You seem to know much about these things.

op:


----------



## The Bread Guy (6 Jun 2014)

FJAG said:
			
		

> The SCC declared several provisions of the "prostitution" laws constitutionally invalid on June 13th 2013 and then "suspended the invalidity" for one year. *Effectively on June 13th 2014 the invalidity is in effect.*
> 
> Tabling the bill does not change the law. *The new law does not take effect until it has received royal assent and is put into force (which is either on royal assent or some later date specified in the legislation)*
> 
> op:


Do I read this correctly to mean that as of next Friday (13 Jun 14), Canada will have no laws on prostitution in effect?


----------



## Journeyman (6 Jun 2014)

milnews.ca said:
			
		

> Do I read this correctly to mean that as of next Friday (13 Jun 14), Canada will have no laws on prostitution in effect?

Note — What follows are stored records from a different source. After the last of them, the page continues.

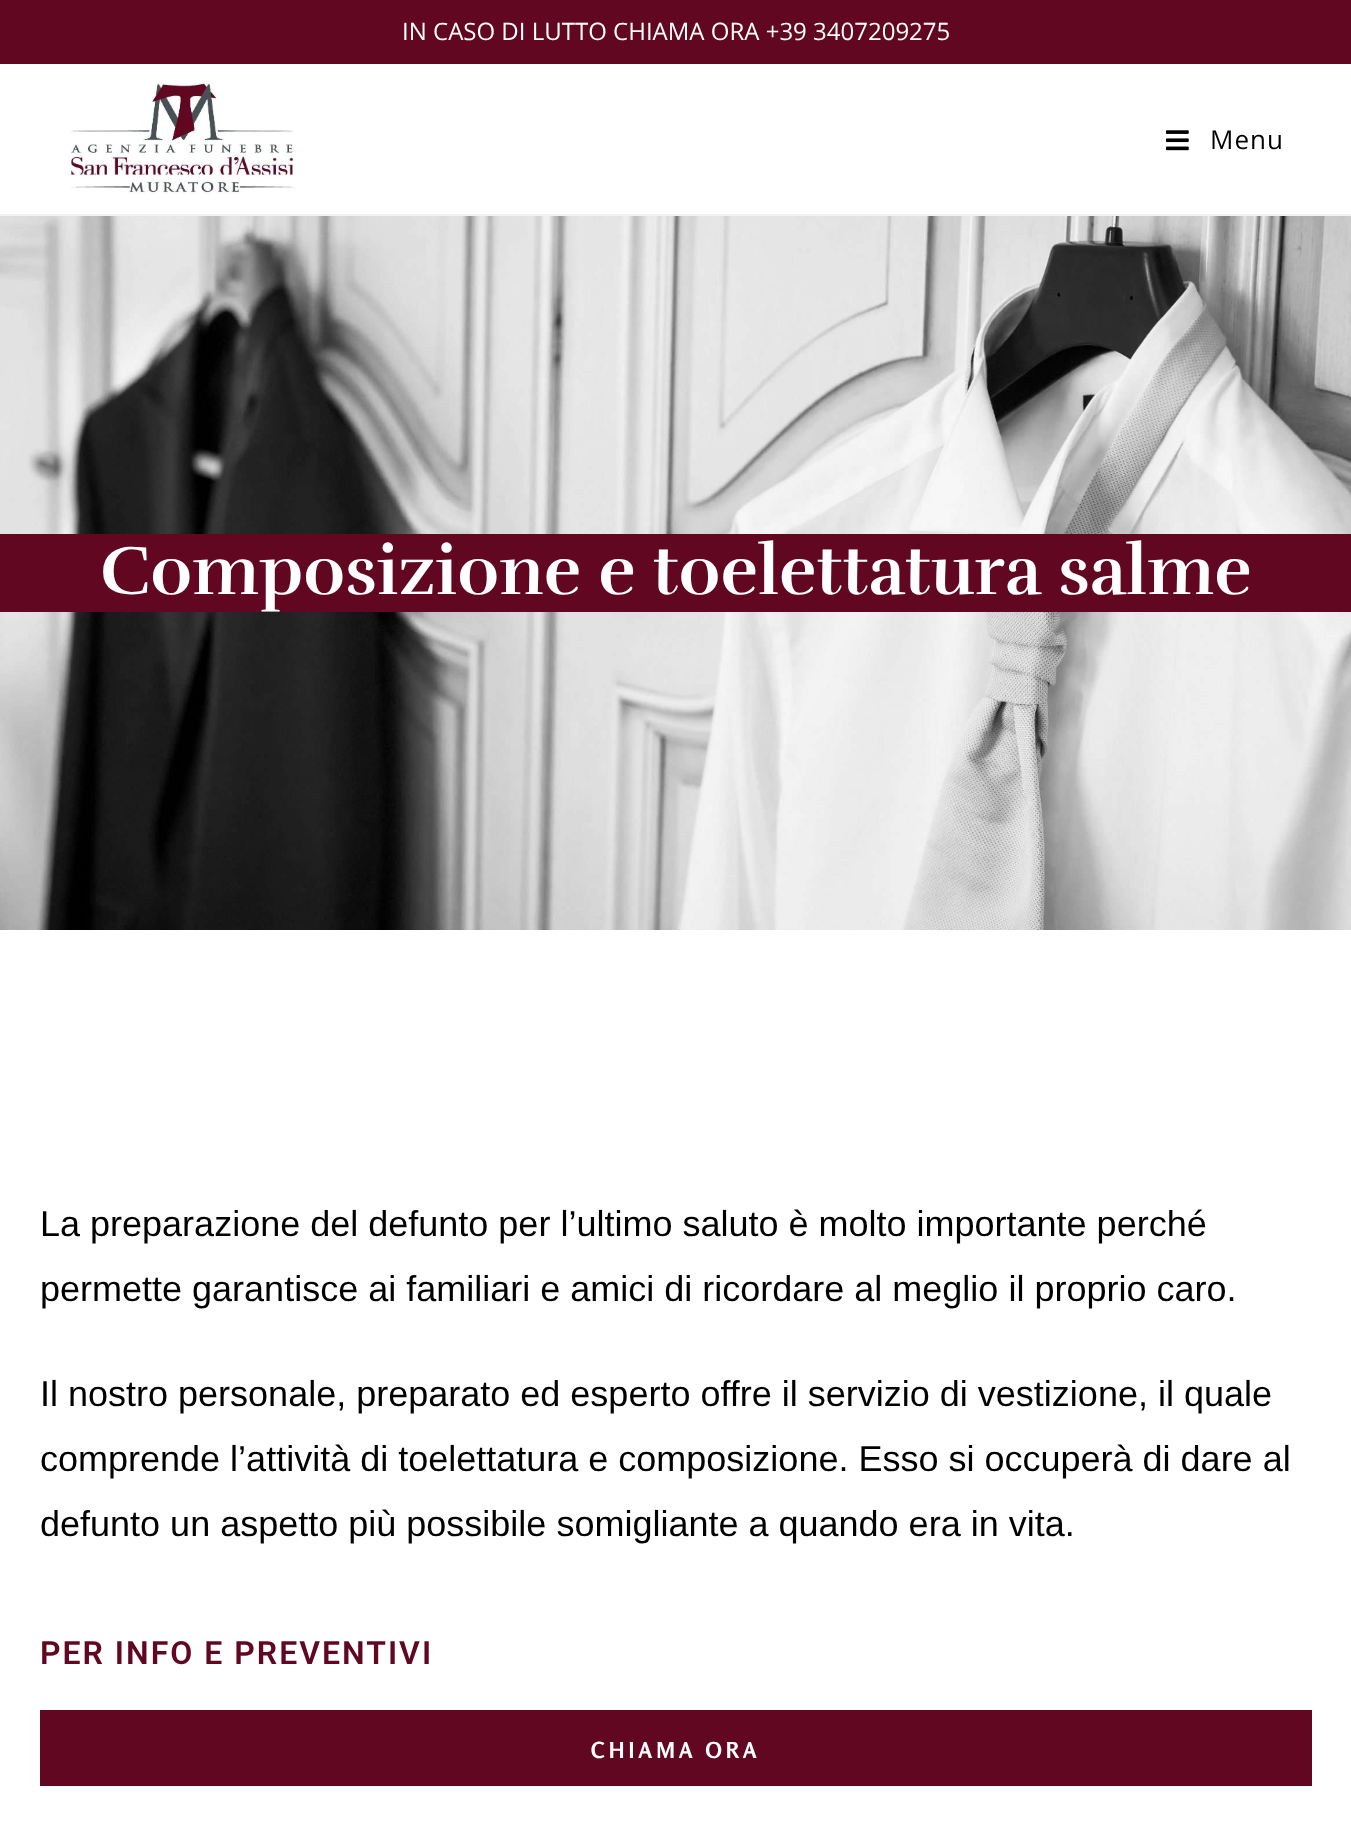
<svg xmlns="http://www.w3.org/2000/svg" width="1351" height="1834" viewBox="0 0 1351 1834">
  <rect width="100%" height="100%" fill="#ffffff"/>
  <rect x="0" y="0" width="1351" height="64" fill="#620722"/>
  <text x="402" y="40" font-family="Open Sans" font-size="24" fill="#ffffff">IN CASO DI LUTTO CHIAMA ORA +39 3407209275</text>
  <rect x="0" y="214" width="1351" height="2" fill="#f1f1f1"/>
  <image x="68" y="80" width="228" height="114" href="img1.png"/>
  <image x="1166" y="130" width="23" height="21" href="img2.png"/>
  <text x="1210" y="149" font-family="Open Sans" font-size="26" letter-spacing="1" fill="#000000">Menu</text>
  <image x="0" y="216" width="1351" height="714" href="img3.png"/>
  <rect x="0" y="534" width="1351" height="78" fill="#620722"/>
  <text x="100" y="594" font-family="Rufina" font-size="70" font-weight="bold" fill="#ffffff">Composizione e toelettatura salme</text>
  <text x="40" y="1236" font-family="Liberation Sans" font-size="36" fill="#000000">La preparazione del defunto per l’ultimo saluto è molto importante perché</text>
  <text x="40" y="1301" font-family="Liberation Sans" font-size="36" fill="#000000">permette garantisce ai familiari e amici di ricordare al meglio il proprio caro.</text>
  <text x="40" y="1406" font-family="Liberation Sans" font-size="36" fill="#000000">Il nostro personale, preparato ed esperto offre il servizio di vestizione, il quale</text>
  <text x="40" y="1471" font-family="Liberation Sans" font-size="36" fill="#000000">comprende l’attività di toelettatura e composizione. Esso si occuperà di dare al</text>
  <text x="40" y="1536" font-family="Liberation Sans" font-size="36" fill="#000000">defunto un aspetto più possibile somigliante a quando era in vita.</text>
  <text x="40" y="1664" font-family="Roboto" font-size="32" font-weight="600" letter-spacing="2" fill="#620722">PER INFO E PREVENTIVI</text>
  <rect x="40" y="1710" width="1272" height="76" fill="#620722"/>
  <text x="591" y="1758" font-family="Rosario" font-size="22" font-weight="bold" letter-spacing="4" fill="#ffffff">CHIAMA ORA</text>
</svg>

Friday the 13th you say.....    ;D


----------



## The_Falcon (6 Jun 2014)

Dimsum said:
			
		

> You seem to know much about these things.
> 
> op:



I am single and I work overseas on a military base.


----------



## Rocky Mountains (6 Jun 2014)

On the day the prostitution law ends, it would be nice if a group of prostitutes started soliciting in front of the Supreme Court on a daily basis.  I couldn't care less about the moral aspect of prostitution but society should be able to defend itself from the nuisance factor.


----------



## Edward Campbell (6 Jun 2014)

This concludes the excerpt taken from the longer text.